Vietnam Tim locked eyes with my mother. “Wanna go chase it?” he asked.
“Hannah,” my father cried.
She turned to him, her face wide open, as if we couldn’t already see the parts of her that were missing.
How could you ask me to choose?
She was moving toward the blue Jeep before I could grab for her. My father bolted into action, snatching me into his free arm and dragging me and Mrs. Evans to the cellar again, even though the wind had risen so fast that it felt like we were pushing against an invisible wall.
We tumbled inside to safety. As my father struggled to close the hatch, I saw the Jeep drive off, moments before the entire barn was flung into the sky.
It took four minutes for the world to be destroyed again.
When my father and I went looking for her, hand in hand, the ground was covered with ice crunching under my feet. But it turned out it wasn’t hail, it was glass. Shrapnel and splinters and the spoils of a war, the enemy long gone.

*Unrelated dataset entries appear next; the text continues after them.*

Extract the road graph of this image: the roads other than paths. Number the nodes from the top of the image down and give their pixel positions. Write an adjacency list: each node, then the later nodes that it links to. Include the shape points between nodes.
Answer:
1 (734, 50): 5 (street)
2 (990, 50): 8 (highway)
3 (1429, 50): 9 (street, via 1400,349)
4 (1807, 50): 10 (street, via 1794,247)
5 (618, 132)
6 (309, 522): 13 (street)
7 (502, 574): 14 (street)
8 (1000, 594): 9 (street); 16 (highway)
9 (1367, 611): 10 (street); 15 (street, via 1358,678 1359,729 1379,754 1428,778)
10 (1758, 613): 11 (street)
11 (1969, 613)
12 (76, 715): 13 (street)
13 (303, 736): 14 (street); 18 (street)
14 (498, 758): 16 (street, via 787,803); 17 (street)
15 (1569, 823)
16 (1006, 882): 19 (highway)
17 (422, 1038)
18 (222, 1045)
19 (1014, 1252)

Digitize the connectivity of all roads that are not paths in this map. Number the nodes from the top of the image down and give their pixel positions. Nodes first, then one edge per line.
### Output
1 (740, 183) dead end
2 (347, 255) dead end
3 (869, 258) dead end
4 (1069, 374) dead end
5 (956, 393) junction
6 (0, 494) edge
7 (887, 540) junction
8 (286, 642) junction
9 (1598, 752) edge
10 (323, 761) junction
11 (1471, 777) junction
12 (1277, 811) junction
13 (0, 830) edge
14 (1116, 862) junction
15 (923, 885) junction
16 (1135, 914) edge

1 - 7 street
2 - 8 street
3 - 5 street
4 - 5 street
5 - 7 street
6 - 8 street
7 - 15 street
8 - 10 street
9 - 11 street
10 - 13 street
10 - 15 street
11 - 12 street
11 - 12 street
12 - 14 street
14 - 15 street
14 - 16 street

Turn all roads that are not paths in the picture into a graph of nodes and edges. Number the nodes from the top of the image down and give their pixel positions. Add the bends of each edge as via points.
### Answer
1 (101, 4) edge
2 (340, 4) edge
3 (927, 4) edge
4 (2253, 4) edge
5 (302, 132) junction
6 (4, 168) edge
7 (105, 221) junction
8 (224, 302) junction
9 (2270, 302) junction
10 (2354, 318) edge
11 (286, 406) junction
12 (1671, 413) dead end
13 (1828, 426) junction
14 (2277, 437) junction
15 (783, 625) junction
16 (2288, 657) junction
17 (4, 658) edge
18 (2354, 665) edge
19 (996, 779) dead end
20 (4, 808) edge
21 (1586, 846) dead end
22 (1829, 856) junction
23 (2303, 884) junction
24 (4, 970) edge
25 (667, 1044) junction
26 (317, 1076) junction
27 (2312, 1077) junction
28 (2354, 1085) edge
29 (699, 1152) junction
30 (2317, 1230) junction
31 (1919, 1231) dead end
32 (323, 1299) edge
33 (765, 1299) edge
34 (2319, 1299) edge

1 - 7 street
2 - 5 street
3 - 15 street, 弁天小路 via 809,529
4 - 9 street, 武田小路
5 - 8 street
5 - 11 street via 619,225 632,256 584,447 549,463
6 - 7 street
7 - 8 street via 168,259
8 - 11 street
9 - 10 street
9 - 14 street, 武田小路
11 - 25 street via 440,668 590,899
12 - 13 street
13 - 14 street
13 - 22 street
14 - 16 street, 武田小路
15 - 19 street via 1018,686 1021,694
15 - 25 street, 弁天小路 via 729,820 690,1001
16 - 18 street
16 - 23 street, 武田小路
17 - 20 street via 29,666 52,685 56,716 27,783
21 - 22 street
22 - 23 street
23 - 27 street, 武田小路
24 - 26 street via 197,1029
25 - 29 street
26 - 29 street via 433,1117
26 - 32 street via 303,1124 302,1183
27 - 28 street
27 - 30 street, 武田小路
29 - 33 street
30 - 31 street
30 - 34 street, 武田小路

The town of Ochelata was a war zone, but it had been a discriminating battle. The side of the street with Pete’s bar on it had been demolished. The restaurant, on the other side, remained pristine and untouched. Some houses we passed had no glass in the windows anymore, others had trees upended with the roots now scraping the sky. Some were missing porches, fences, roofs. Others looked exactly like they had this morning.
The home beside the Next of Inn had been completely ripped off its foundation, and reset gently in the middle of the street.
We returned to the inn without my mother. Mrs. Evans was sitting on the porch. “Has she—” my father asked, and the innkeeper just shook her head.
I wandered to the fence where I’d stood with Vietnam Tim; it was still intact. I wanted to blink and wake up in a world where the past two days had never happened.
I rested my forehead on the flat railing and felt a tug on my shirt, plus a hot gust of air. When I looked up, Nitpick was eating the hem.
But before I could tell Mrs. Evans, the blue Jeep drove up. Vietnam Tim got out from the driver’s side and executed a little bow. “I hate to say I told you so, but I told you so.”
By the time my mother unfolded herself from the passenger seat, her face glowing and her eyes snapping with excitement, I was already racing toward her. I threw my arms around her waist, hugging her so close you couldn’t sew a seam between us.
My father walked toward us, an inferno.
“Paul,” my mother said gently, soothing. “What’s important is that I’m fine. That we’re all fine.”
A muscle ticked in his jaw. “Is that really what you think is important?”
“But the photos—wait till you see—”
“This was a mistake,” my father said. “Coming here. Us. All of it.” He took me, peeling me off my mother, and stuffing me into the rental car.
“Paul? Where are you going?” My mother took three steps toward us. “Paul?”
“See how you like it,” he said.
The sedan screamed out of the inn’s driveway, fishtailing. If I needed any more proof that the world as I knew it had unraveled, this was it.
My father was the one running away, instead of my mother.